* **Description of the task**: Across the records that follow, count each line holding "الاستاد", and write only the total.

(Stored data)

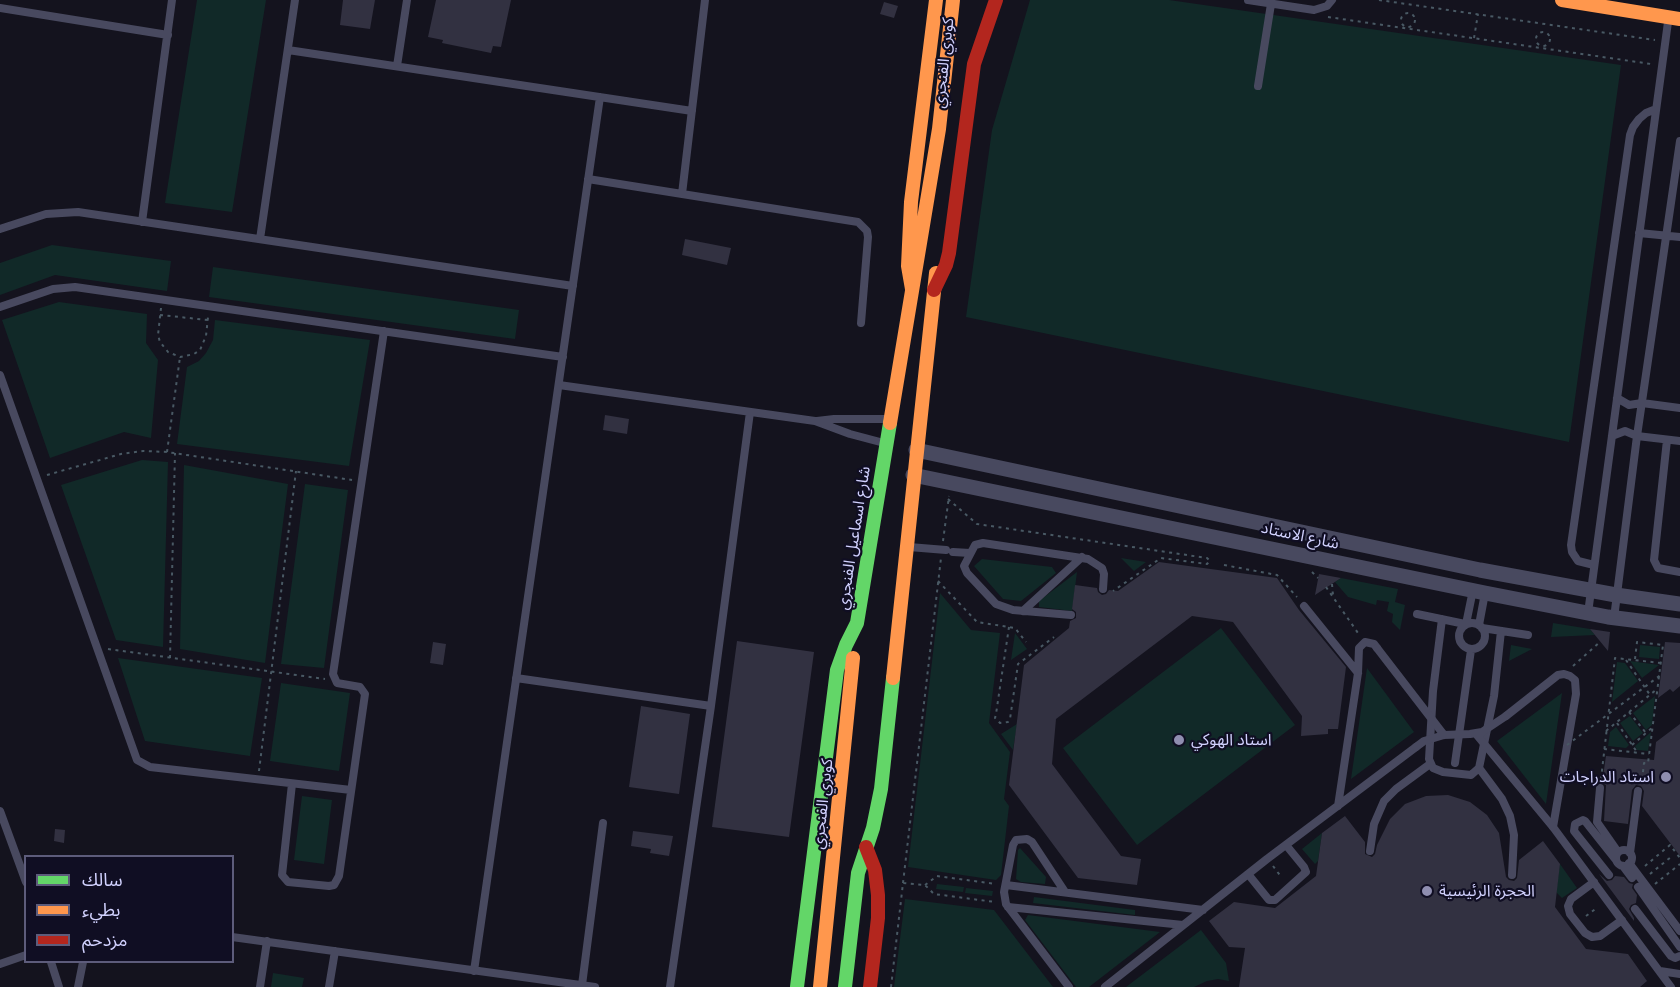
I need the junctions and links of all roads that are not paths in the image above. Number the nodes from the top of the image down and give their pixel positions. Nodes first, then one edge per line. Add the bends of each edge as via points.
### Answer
1 (172, 0) edge
2 (295, 0) edge
3 (407, 0) edge
4 (705, 0) edge
5 (936, 0) edge
6 (953, 0) edge
7 (996, 0) edge
8 (1248, 0) edge
9 (1332, 0) edge
10 (1562, 0) edge
11 (1271, 4) junction
12 (0, 8) edge
13 (979, 9) dead end
14 (1674, 18) edge
15 (168, 35) junction
16 (288, 50) junction
17 (968, 62) junction
18 (397, 66) junction
19 (1258, 86) dead end
20 (600, 97) junction
21 (1656, 109) junction
22 (692, 111) junction
23 (946, 130) junction
24 (1680, 141) edge
25 (588, 179) junction
26 (682, 194) junction
27 (142, 222) junction
28 (0, 229) edge
29 (1639, 233) junction
30 (1667, 236) junction
31 (1680, 237) edge
32 (260, 239) junction
33 (573, 286) junction
34 (912, 289) junction
35 (934, 290) junction
36 (0, 307) edge
37 (861, 323) dead end
38 (384, 331) junction
39 (563, 357) junction
40 (0, 375) edge
41 (559, 385) junction
42 (1617, 398) junction
43 (1642, 403) junction
44 (1680, 408) edge
45 (750, 412) junction
46 (890, 419) junction
47 (816, 421) junction
48 (1612, 436) junction
49 (1637, 436) junction
50 (1667, 440) junction
51 (1680, 441) edge
52 (886, 443) junction
53 (916, 450) junction
54 (914, 475) junction
55 (907, 547) junction
56 (970, 553) junction
57 (1082, 557) junction
58 (1594, 565) junction
59 (1680, 572) edge
60 (1103, 590) dead end
61 (1591, 590) junction
62 (1479, 592) junction
63 (1616, 595) junction
64 (1680, 604) edge
65 (1304, 606) road end
66 (1023, 611) junction
67 (1588, 613) junction
68 (1417, 614) dead end
69 (1071, 615) dead end
70 (1614, 618) junction
71 (1442, 619) junction
72 (857, 623) junction
73 (1466, 624) junction
74 (1481, 626) junction
75 (1680, 626) edge
76 (1502, 631) junction
77 (1528, 635) dead end
78 (1471, 650) junction
79 (1358, 673) junction
80 (516, 678) junction
81 (711, 706) junction
82 (1476, 734) junction
83 (1444, 735) junction
84 (1455, 763) dead end
85 (1430, 764) junction
86 (1479, 768) junction
87 (292, 784) junction
88 (1600, 788) road end
89 (351, 790) junction
90 (1638, 791) road end
91 (1338, 806) junction
92 (0, 810) edge
93 (603, 823) dead end
94 (1553, 826) junction
95 (1286, 845) junction
96 (866, 847) junction
97 (1370, 851) dead end
98 (1630, 853) junction
99 (1617, 856) junction
100 (1626, 865) junction
101 (1248, 874) junction
102 (1512, 875) dead end
103 (1609, 875) dead end
104 (24, 876) edge
105 (1632, 878) dead end
106 (1594, 882) junction
107 (1640, 884) junction
108 (1006, 885) junction
109 (1065, 892) junction
110 (1008, 907) junction
111 (1635, 909) dead end
112 (1203, 910) junction
113 (1622, 920) junction
114 (1183, 926) junction
115 (1680, 931) edge
116 (234, 937) edge
117 (267, 941) junction
118 (1680, 947) edge
119 (335, 951) junction
120 (24, 956) edge
121 (1680, 956) edge
122 (51, 963) edge
123 (83, 963) edge
124 (0, 964) edge
125 (474, 971) junction
126 (1660, 971) junction
127 (1680, 974) edge
128 (582, 985) junction
129 (59, 987) edge
130 (78, 987) edge
131 (260, 987) edge
132 (329, 987) edge
133 (595, 987) edge
134 (670, 987) edge
135 (797, 987) edge
136 (820, 987) edge
137 (845, 987) edge
138 (870, 987) edge
139 (1069, 987) edge
140 (1105, 987) edge
141 (1671, 987) edge

1 - 15 lane
2 - 16 lane
3 - 18 lane
4 - 22 lane
5 - 34 main road via 911,202 908,266
6 - 23 main road, كوبري الفنجري
7 - 17 main road
8 - 11 lane
9 - 11 lane via 1314,10
10 - 14 main road
11 - 19 lane
12 - 15 lane
13 - 17 main road
14 - 21 lane via 1665,41
15 - 27 lane
16 - 18 lane
16 - 32 lane
17 - 23 main road, كوبري الفنجري
17 - 35 main road via 949,253
18 - 20 lane
20 - 22 lane
20 - 25 lane
21 - 29 lane
21 - 58 lane via 1639,119 1630,135 1571,545 1578,561
22 - 26 lane
23 - 34 main road, شارع اسماعيل الفنجري
23 - 35 main road
24 - 30 lane
25 - 26 lane
25 - 33 lane
26 - 37 lane via 858,222 868,237
27 - 28 lane via 62,212
27 - 32 lane
29 - 30 lane
29 - 42 lane
30 - 31 lane
30 - 43 lane
32 - 33 lane
33 - 39 lane
34 - 46 main road, شارع اسماعيل الفنجري
35 - 53 main road
36 - 38 lane via 42,292 75,287
38 - 39 lane
38 - 89 lane via 333,674 334,681 360,687 364,693
39 - 41 lane
40 - 87 lane via 137,760 150,767
41 - 45 lane
41 - 80 lane
42 - 43 lane via 1629,405
42 - 48 lane
43 - 44 lane
43 - 49 lane
45 - 47 lane
45 - 81 lane
46 - 47 lane
46 - 52 main road, شارع اسماعيل الفنجري
47 - 52 lane
48 - 49 lane via 1625,431
48 - 58 lane
49 - 50 lane
49 - 63 lane
50 - 51 lane
50 - 59 lane via 1654,560 1658,568
52 - 72 main road, شارع اسماعيل الفنجري
53 - 54 main road
53 - 61 street, شارع الاستاد
54 - 55 main road
54 - 62 street, شارع الاستاد
55 - 56 lane
55 - 96 main road via 881,789
56 - 57 lane via 975,545 983,543
56 - 66 lane via 965,569 990,599 1000,607
57 - 60 lane via 1102,568
57 - 66 lane
58 - 61 lane
61 - 63 street, شارع الاستاد
61 - 67 lane
62 - 67 street, شارع الاستاد
62 - 73 lane
62 - 74 lane
63 - 64 street, شارع الاستاد
63 - 70 lane
65 - 79 lane
66 - 69 lane
67 - 70 street, شارع الاستاد
68 - 71 lane
70 - 75 street, شارع الاستاد
71 - 73 lane
71 - 85 lane via 1433,691
72 - 135 main road, شارع اسماعيل الفنجري via 837,670 834,688
72 - 136 main road, كوبري الفنجري
73 - 74 lane
73 - 78 lane via 1458,637
74 - 76 lane
74 - 78 lane via 1484,643
76 - 77 lane
76 - 86 lane
78 - 84 lane
79 - 83 lane, bridge via 1361,645 1370,642
79 - 91 lane
80 - 81 lane
80 - 125 lane
81 - 134 lane
82 - 83 lane, bridge
82 - 94 lane, bridge
82 - 94 lane, bridge via 1489,729 1551,679 1564,674 1575,681
83 - 91 lane, bridge via 1424,741
85 - 86 lane via 1438,771 1465,775
85 - 97 lane via 1384,801 1374,824
86 - 102 lane via 1510,816 1514,835
87 - 89 lane
87 - 89 lane via 282,870 288,882 329,886 338,881
88 - 99 lane via 1597,822
90 - 98 lane
91 - 95 lane
92 - 104 lane
93 - 128 lane
94 - 106 lane
95 - 101 lane
95 - 101 lane via 1306,870 1275,900 1269,900
96 - 137 main road via 855,892
96 - 138 main road via 875,870 878,895
98 - 99 lane via 1624,850
98 - 100 lane via 1632,858
99 - 100 lane
99 - 103 lane via 1585,821 1575,824 1574,831
100 - 105 lane
100 - 107 lane
101 - 112 lane
106 - 113 lane
106 - 113 lane via 1568,903 1577,923 1585,933 1596,937
107 - 115 lane
107 - 118 lane
108 - 109 lane
108 - 109 lane via 1013,845 1016,840 1027,838
108 - 110 lane via 1004,898
109 - 112 lane
110 - 114 lane
110 - 139 lane
111 - 121 lane via 1671,956
112 - 114 lane
113 - 126 lane
114 - 140 lane
116 - 117 lane
117 - 119 lane
117 - 131 lane
119 - 125 lane
119 - 132 lane
120 - 124 lane
122 - 129 lane
123 - 130 lane
125 - 128 lane
126 - 127 lane
126 - 141 lane
128 - 133 lane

* **Reply**: 7